Total partition storage size
The total file size in a partition is the core metric for bucket count. Larger partitions get more buckets.
Data record count
When deletion vectors are enabled, the number of rows in a partition becomes a key metric. More rows trigger more buckets to maintain query performance.
Write traffic load
The system monitors write job throughput. During high-traffic writes, it increases bucket count to prevent write bottlenecks.
Data skew
If data distribution is uneven—data skew—the system adds buckets to spread data more evenly across buckets.
Per-record data size
If average record size is small—for example, due to many null values—the system adds buckets to optimize underlying file structure.
Historical partition reference
In some cases, the system uses historical partition bucket configurations as a reference. It applies a heuristic algorithm to determine the optimal bucket count for new partitions.

For other business-related configurations, define the following:

Merge engine (merge-engine) for complex calculations.
Deletion vectors (deletion-vectors.enabled) to significantly improve query performance.
Note
After you enable this feature, all newly written data must be compacted before it becomes visible, regardless of the bucket mode.
Changelog producer (changelog-producer) set to 'lookup' to generate changelogs for downstream stream reads.
Sequence field (sequence.field) to handle out-of-order data and ensure correct update order.
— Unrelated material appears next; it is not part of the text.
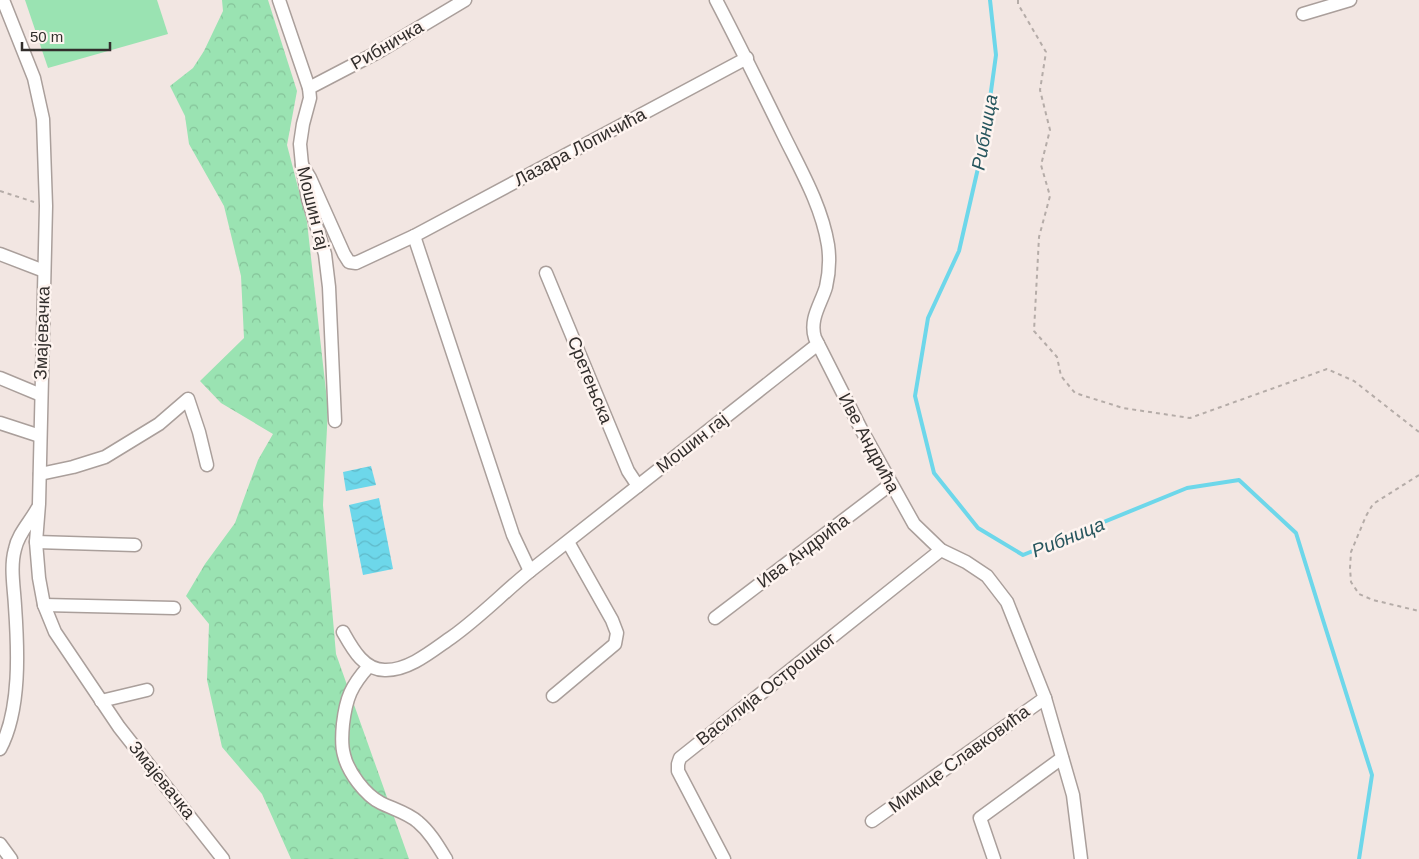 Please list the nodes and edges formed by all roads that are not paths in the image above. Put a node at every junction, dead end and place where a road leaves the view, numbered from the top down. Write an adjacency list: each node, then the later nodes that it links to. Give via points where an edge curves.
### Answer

If your upstream data is CDC data, use Flink CDC or a data integration product to write data to the lake. These tools provide full-database synchronization, automatic table creation, and table schema synchronization.

To achieve high-performance OLAP queries on primary key tables, we highly recommend enabling deletion vectors. Although this consumes more compaction resources, it delivers more stable and higher-performing OLAP queries.

Append-only tables

An append-only table has no primary key. Unlike primary key tables, it does not support direct stream updates. However, its batch processing performance is significantly better.

Supports stream writes and stream reads. DLF automatically merges small files to improve data timeliness at low compute cost.
Supports fine-grained operations such as DELETE, UPDATE, and MERGE INTO. Also provides version management and time travel to meet diverse business needs.
Supports query acceleration through sorting and bitmaps. OLAP engines deliver excellent direct-read performance.

Use append-only tables for most batch processing scenarios or stream processing without a primary key. Compared to primary key tables, append-only tables are simpler to use and still deliver efficient data writes and queries.

Flink SQL example

CREATE TABLE orders (
  order_id BIGINT,
  price    BIGINT,
  customer STRING
);

Spark SQL example

CREATE TABLE orders (
  order_id BIGINT,
  price    BIGINT,
  customer STRING
);

View a table

In the Database List, click the name of the database to view its table list.
In the Table List, click a table name to view its fields.
Click the Table Details tab to view basic table information, column list, and partition list.
Note
On the Table Details tab, you can manually modify the storage class for both partitioned and non-partitioned tables. For more information, see Manually change the storage class.
Click the Permissions tab to grant table permissions to users or roles. For more information, see Data authorization management.

Delete a table

Warning

After you delete a table, data is retained for 1 day by default to reduce the risk of accidental deletion. Data is permanently deleted after 1 day.

In the Databases list, click your database name.
In the Tables list, click Delete in the Actions column.
In the confirmation dialog box, click OK to complete the deletion.